Following on these feedback, we will guess that ZooKeeper-less Kafka shouldn’t be going to be the default configuration in Strimzi within the subsequent launch (0.34.0 on the time of writing) however it’ll undoubtedly occur sooner or later.
What about storage?
Storage is commonly a ache level with naked metallic Kubernetes clusters and Kafka makes no exception.
The neighborhood consensus for provisioning storage on Kubernetes is through Ceph with Rook thought different options exists (Longhorn or OpenEBS on the Open Supply facet, Portworx or Linstor as proprietary options).
Evaluating storage engines for naked metallic Kubernetes clusters is just too massive a subject to be included on this article however be happy to take a look at our earlier article ”Ceph object storage within a Kubernetes cluster with Rook” for extra on Rook.
We did have the chance to match performances between a 3 brokers Kafka set up with Strimzi/Rook Ceph towards a 3 brokers Kafka cluster operating on the identical machine with direct disk entry.
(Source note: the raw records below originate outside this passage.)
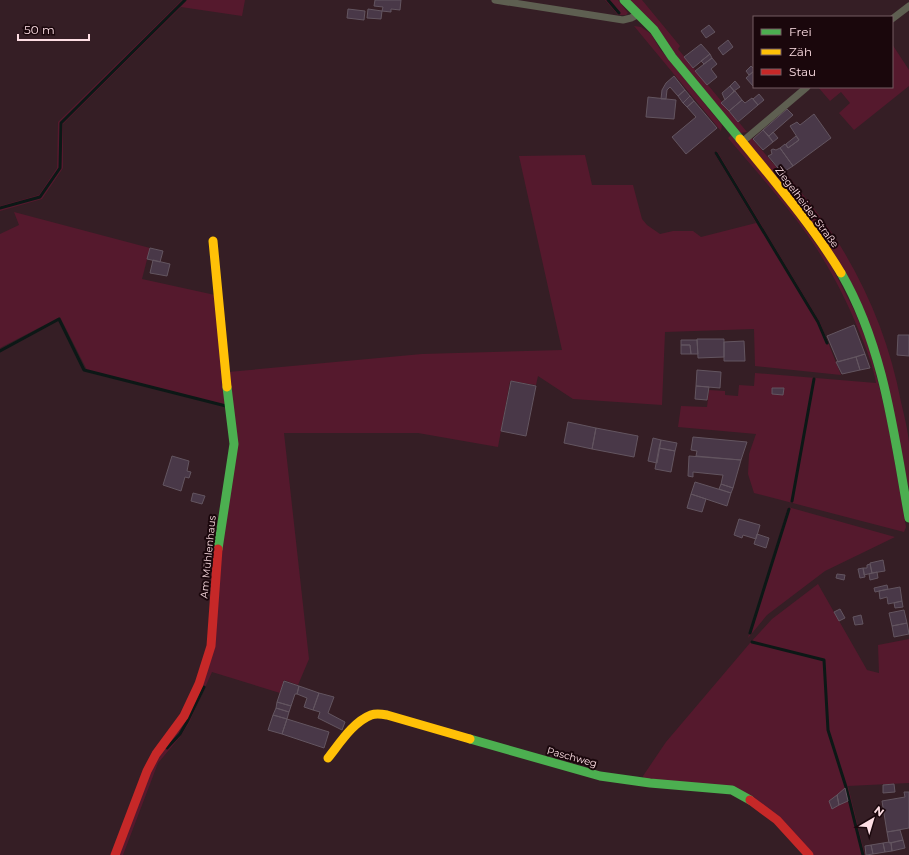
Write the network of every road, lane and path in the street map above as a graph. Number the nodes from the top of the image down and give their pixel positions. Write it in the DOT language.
graph roads {
  1 [pos="495,0"];
  2 [pos="624,0"];
  3 [pos="909,6"];
  4 [pos="637,14"];
  5 [pos="893,18"];
  6 [pos="805,88"];
  7 [pos="742,142"];
  8 [pos="213,241"];
  9 [pos="907,497"];
  10 [pos="909,518"];
  11 [pos="328,758"];
  12 [pos="115,855"];
  13 [pos="809,855"];
  1 -- 4 [label="street"];
  2 -- 4 [label="street, Ziegelheider Straße"];
  3 -- 5 [label="street"];
  4 -- 7 [label="street, Ziegelheider Straße"];
  6 -- 7 [label="street"];
  7 -- 9 [label="street, Ziegelheider Straße"];
  8 -- 12 [label="street, Am Mühlenhaus"];
  9 -- 10 [label="street, Ziegelheider Straße"];
  11 -- 13 [label="street, Paschweg"];
}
Listed here are the specs and outcomes of the benchmark:
Specs
Kubernetes environement:
- Kafka Model 3.2.0 on Kubernetes by way of Strimzi
- 3 brokers (one pod per node)
- 6 RBD gadgets per dealer (provisionned by the Rook Ceph Storage Class)
- Xms java default (2g)
- Xmx java default (29g)
Naked metallic environement:
- Kafka Model 3.2.0 as JVM course of with the Apache launch
- 3 brokers (one JVM per node)
- 6 RBD gadgets per dealer (JBOD with ext4 formatting)
- Xms java default (2g)
- Xmx java default (29g)
Notes: The benchmarks had been run on the identical machines (HP Gen 7 with 192 Gb RAM and 6 x 2 TB disks) with RHEL 7.9. Kubernetes was not operating when Kafka as JVM course of was operating and vice versa.
kafka-producer-perf-test
--topic my-topic-benchmark
--record-size 1000
--throughput -1
--producer.config /mnt/kafka.properties
--num-records 50000000
Notice: The subject my-topic-benchmark
has 100 partitions and 1 reproduction.
Outcomes
We ran the earlier benchmark 10 occasions on every configuration and averaged the outcomes:
Metric | JBOD naked metallic | Ceph RBD | Efficiency distinction |
---|---|---|---|
Data/sec | 75223 | 65207 | – 13.3 % |
Avg latency | 1.45 | 1.28 | + 11.1 % |
The outcomes are fascinating: whereas the write performances had been higher on JBOD, the latency was slower utilizing Ceph.
Strimzi alternate options
There are two foremost alternate options to Strimzi in the case of working Kafka on Kubernetes:
We didn’t check Koperator completely so it might be unfair to match it to Strimzi on this article.
As for the Confluent operator, it gives many options that we don’t have with Strimzi. Listed here are just a few that we deemed fascinating:
- Schema Registry integration
- ksqlDB integration
- LDAP authentication help
- Out-of-the-box UI (Confluent Management Middle) for each Admins and Developpers
- Alerting
- Tiered storage
All these include the fee (actually) of shopping for a business license from Confluent. Notice that the operator and Management Middle might be examined for a 30 days trial interval.